The Lync update had its own back story that intrigued researchers.
One of the vulnerabilities patched in MS12-039 had been fixed several times in other Microsoft software, first in November 2011, then again in May 2012. In each case, the bug was located in code that parsed TrueType fonts.
Last month, Microsoft acknowledged that the code had been copied and pasted into multiple products, and said it was hunting down each occurrence.
What was noteworthy about the font-parsing code was that it had been exploited last fall by Duqu, a sophisticated cyber-spying Trojan that most experts believe was linked to the even-more-notorious Stuxnet, the worm used to sabotage Iran's nuclear program in 2009 and 2010.
"Microsoft has done a source code audit to find instances where this [font parsing code] was in use," said Wolfgang Kandek, chief technology officer at Qualys. "This month's might be a leftover of that audit."

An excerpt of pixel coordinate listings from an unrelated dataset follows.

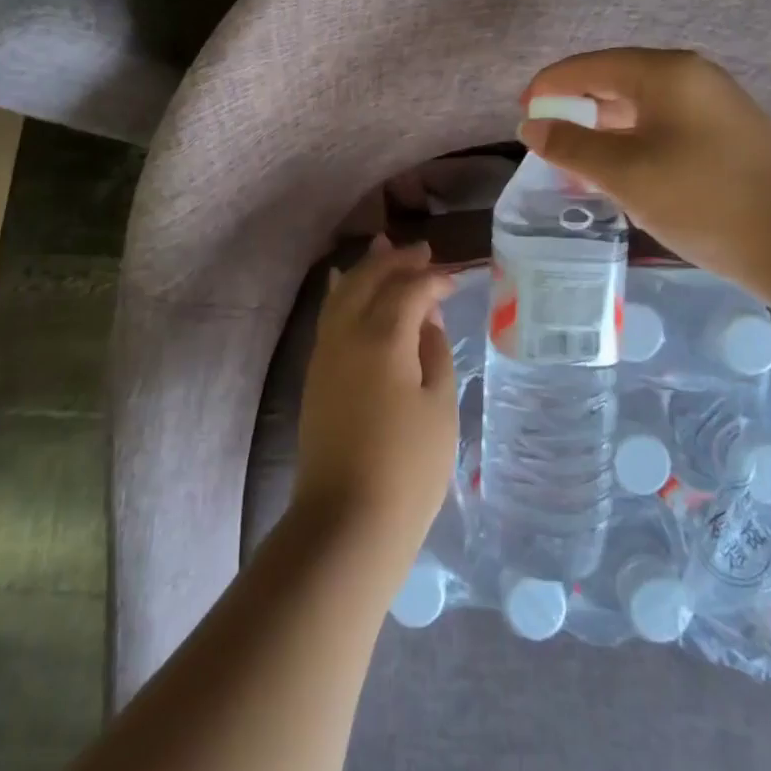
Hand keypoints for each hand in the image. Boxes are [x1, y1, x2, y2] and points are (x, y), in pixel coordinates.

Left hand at [294, 237, 458, 578]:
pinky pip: (329, 314)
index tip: (454, 278)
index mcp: (382, 337)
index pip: (409, 290)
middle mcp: (347, 333)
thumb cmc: (407, 467)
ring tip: (386, 250)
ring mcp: (325, 352)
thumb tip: (426, 319)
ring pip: (343, 291)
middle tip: (422, 251)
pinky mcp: (315, 372)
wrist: (347, 519)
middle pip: (369, 278)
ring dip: (367, 269)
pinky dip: (344, 292)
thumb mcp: (438, 407)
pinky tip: (348, 287)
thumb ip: (434, 353)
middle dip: (396, 260)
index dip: (433, 279)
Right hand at [519, 48, 770, 282]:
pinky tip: (620, 168)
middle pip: (616, 79)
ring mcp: (714, 103)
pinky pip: (663, 123)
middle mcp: (691, 76)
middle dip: (576, 105)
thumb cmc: (704, 200)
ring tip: (575, 157)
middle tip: (545, 137)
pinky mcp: (727, 132)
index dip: (550, 86)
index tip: (522, 113)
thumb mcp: (625, 174)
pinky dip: (632, 139)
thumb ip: (571, 146)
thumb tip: (530, 125)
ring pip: (640, 104)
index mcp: (666, 73)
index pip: (590, 66)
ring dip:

Storms speculated that Microsoft added MS12-039 at the last moment -- the Lync update had not been mentioned in last week's advance notification -- because of the ties to Duqu.
Another expert, Marc Maiffret, chief technology officer at BeyondTrust, chided Microsoft for the constant patching of the same bug.
"Here we are seven months after the original Duqu fix for TrueType font parsing and this same code reuse bug has reared its ugly head [again]," said Maiffret in an email.
In fact, the Lync update took the place of one that Microsoft had intended to ship Tuesday, but pulled for some reason. The company did not explain why it yanked that update, which was to patch all versions of Microsoft Office on Windows, but when it's made last-minute changes before, it's been because it found a flaw in the update or encountered compatibility issues with its own or important third-party software.
Researchers, including Storms, expect that Microsoft will ship the delayed Office update next month.
Microsoft also issued a new security advisory on Tuesday, admitting that a critical unpatched vulnerability in all versions of Windows -- as well as in Office 2003 and Office 2007 -- was being exploited by attackers who duped victims into visiting malicious websites.